**Task brief**: Which lines of the records contain the word "main"? Copy each one.

**Information**:
__________
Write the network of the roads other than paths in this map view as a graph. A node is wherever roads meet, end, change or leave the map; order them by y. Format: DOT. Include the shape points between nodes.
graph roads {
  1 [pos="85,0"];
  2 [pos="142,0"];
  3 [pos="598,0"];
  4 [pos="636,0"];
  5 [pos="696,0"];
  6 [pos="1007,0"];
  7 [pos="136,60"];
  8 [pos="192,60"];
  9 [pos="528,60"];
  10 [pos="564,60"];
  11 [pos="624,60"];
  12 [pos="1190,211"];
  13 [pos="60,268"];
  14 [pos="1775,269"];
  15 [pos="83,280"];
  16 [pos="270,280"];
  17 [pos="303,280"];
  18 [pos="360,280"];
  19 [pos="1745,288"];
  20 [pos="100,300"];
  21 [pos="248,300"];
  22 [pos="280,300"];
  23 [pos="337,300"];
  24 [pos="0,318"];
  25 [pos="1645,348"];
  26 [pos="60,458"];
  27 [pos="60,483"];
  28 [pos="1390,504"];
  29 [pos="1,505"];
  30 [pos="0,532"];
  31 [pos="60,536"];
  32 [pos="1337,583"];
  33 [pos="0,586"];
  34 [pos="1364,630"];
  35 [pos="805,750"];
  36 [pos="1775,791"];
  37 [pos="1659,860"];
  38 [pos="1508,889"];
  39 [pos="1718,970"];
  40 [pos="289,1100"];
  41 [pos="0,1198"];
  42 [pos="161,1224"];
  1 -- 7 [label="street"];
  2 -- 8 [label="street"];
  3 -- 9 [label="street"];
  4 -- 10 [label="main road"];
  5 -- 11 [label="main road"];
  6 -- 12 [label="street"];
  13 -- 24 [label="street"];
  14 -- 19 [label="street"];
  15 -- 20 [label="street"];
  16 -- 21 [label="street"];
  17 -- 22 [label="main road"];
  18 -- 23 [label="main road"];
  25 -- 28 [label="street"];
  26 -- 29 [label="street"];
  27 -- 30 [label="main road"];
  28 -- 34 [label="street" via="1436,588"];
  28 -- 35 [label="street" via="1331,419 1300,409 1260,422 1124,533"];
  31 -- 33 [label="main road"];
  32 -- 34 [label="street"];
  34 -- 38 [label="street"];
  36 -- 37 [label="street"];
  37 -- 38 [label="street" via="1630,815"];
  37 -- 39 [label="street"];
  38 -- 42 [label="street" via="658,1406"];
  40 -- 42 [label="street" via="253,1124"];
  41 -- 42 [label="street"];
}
__________
**Task output**:
  4 -- 10 [label="main road"];
  5 -- 11 [label="main road"];
  17 -- 22 [label="main road"];
  18 -- 23 [label="main road"];
  27 -- 30 [label="main road"];
  31 -- 33 [label="main road"];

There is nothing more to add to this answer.